(Data):
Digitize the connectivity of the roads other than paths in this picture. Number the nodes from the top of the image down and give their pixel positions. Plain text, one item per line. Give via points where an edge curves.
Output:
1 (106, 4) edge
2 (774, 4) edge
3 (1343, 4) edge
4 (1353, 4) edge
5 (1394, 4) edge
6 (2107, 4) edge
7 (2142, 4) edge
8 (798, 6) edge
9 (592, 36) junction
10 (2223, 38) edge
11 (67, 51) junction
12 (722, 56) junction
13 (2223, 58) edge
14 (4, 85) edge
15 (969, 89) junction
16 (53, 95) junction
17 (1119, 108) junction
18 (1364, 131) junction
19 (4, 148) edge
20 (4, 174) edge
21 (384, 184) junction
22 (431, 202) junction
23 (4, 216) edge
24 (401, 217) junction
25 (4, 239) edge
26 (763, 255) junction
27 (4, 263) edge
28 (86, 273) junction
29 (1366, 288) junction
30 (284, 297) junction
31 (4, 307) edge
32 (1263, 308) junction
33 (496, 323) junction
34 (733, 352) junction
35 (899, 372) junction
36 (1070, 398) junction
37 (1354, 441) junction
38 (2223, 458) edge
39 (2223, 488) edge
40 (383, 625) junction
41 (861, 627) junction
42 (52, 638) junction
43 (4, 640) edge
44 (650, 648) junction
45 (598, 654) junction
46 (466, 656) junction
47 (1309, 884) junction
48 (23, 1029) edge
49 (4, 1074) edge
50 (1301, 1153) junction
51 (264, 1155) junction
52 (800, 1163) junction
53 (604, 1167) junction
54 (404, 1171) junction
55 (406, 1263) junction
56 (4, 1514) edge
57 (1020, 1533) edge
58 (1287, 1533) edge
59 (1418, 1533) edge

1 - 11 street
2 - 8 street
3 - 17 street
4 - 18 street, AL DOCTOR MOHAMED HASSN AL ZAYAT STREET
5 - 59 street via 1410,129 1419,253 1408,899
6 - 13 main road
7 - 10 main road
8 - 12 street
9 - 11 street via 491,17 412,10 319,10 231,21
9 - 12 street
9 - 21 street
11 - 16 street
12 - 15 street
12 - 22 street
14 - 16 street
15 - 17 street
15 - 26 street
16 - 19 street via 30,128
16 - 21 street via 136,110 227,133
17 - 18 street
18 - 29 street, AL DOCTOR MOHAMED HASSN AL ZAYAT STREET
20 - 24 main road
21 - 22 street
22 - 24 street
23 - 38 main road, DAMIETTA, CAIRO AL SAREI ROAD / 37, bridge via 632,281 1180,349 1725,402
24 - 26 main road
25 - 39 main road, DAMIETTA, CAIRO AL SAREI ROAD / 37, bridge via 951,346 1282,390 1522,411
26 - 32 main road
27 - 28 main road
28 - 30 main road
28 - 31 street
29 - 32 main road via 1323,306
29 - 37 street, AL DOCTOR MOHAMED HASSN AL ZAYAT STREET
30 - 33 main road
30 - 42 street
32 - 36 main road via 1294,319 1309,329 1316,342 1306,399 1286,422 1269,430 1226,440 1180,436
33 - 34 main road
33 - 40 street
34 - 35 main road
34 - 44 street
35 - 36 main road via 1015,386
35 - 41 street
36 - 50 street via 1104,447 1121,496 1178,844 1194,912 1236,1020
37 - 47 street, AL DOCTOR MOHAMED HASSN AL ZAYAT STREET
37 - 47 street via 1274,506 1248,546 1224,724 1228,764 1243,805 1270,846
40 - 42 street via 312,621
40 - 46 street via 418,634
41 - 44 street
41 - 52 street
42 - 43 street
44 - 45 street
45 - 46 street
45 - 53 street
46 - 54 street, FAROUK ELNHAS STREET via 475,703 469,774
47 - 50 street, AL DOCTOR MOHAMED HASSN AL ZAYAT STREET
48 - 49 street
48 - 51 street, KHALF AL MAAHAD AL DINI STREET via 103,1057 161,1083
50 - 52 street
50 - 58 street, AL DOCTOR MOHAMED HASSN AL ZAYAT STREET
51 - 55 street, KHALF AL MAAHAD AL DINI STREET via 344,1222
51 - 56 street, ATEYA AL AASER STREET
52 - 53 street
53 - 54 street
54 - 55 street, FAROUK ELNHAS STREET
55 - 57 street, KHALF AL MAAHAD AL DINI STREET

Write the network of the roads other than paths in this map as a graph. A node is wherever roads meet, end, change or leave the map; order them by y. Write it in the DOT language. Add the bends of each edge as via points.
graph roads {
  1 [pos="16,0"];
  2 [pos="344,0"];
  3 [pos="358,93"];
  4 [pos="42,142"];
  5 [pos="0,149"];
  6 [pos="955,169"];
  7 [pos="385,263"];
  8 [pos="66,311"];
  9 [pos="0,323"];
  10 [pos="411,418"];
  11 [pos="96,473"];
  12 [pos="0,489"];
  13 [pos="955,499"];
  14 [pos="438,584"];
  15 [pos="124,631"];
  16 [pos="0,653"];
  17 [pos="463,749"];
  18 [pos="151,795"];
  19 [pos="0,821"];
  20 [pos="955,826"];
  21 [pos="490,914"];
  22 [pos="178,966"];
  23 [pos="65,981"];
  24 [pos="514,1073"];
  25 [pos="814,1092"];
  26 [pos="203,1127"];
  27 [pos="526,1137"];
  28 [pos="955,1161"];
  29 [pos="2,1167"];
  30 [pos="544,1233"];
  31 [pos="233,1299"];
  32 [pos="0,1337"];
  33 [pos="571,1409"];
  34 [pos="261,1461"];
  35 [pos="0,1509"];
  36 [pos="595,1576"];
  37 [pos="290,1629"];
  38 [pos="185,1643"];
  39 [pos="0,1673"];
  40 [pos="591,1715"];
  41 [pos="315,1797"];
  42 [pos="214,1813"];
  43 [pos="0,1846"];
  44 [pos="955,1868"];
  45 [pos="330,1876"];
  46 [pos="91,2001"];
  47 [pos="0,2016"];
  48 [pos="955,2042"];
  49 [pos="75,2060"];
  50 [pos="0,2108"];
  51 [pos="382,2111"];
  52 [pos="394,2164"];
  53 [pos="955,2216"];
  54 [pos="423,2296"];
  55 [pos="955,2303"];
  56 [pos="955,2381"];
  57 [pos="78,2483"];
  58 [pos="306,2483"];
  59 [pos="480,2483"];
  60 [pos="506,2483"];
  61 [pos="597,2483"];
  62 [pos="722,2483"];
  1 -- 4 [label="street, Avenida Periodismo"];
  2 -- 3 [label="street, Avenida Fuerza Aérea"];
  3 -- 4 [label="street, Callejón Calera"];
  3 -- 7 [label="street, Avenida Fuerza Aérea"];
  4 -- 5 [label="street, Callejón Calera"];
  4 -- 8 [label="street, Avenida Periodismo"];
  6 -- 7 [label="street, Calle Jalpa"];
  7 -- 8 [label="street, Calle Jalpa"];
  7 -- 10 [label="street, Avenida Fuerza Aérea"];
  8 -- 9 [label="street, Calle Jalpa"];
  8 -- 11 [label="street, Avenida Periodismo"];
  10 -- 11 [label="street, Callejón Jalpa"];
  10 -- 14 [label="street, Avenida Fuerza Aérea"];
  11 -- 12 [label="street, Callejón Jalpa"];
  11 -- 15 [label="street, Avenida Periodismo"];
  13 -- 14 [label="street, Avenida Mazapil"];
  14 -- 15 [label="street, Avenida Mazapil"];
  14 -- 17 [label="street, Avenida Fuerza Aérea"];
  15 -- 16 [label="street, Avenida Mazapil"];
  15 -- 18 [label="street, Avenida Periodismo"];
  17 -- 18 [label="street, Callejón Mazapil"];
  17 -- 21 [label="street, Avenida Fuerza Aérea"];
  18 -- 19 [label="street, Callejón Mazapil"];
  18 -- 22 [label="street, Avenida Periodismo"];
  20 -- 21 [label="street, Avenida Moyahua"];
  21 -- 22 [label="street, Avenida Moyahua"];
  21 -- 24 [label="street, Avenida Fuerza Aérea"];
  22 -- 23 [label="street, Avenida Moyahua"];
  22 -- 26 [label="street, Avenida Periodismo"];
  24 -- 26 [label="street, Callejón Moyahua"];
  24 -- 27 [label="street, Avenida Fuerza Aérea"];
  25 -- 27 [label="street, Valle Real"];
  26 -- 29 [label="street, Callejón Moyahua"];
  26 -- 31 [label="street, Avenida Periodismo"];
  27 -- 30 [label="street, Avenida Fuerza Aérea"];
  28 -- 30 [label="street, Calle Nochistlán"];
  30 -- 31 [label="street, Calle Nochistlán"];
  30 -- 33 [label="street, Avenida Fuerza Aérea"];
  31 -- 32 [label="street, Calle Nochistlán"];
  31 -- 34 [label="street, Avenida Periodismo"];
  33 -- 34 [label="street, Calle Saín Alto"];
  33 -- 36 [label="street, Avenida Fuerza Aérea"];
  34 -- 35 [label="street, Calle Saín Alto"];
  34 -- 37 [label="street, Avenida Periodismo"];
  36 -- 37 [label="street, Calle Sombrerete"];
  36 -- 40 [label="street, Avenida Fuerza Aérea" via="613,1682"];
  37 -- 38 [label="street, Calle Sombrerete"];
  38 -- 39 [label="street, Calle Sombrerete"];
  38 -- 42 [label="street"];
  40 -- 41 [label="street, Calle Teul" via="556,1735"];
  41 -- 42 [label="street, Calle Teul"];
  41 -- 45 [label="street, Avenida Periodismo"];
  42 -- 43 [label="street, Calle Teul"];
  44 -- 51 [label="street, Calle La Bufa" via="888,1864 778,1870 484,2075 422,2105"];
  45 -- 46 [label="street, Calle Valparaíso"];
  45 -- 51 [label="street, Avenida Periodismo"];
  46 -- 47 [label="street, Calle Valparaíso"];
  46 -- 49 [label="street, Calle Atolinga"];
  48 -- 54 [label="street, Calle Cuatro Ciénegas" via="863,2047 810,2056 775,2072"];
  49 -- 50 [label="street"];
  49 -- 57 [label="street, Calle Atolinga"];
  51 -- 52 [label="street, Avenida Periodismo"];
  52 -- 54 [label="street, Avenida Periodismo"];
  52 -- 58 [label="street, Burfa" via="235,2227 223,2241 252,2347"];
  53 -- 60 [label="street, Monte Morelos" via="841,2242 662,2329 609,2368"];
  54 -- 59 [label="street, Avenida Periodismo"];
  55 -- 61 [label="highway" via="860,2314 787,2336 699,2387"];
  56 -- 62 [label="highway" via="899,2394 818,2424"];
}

(What you have to do): Search the data above and return each line in which "highway" occurs.

(Exercise answer):
  55 -- 61 [label="highway" via="860,2314 787,2336 699,2387"];
  56 -- 62 [label="highway" via="899,2394 818,2424"];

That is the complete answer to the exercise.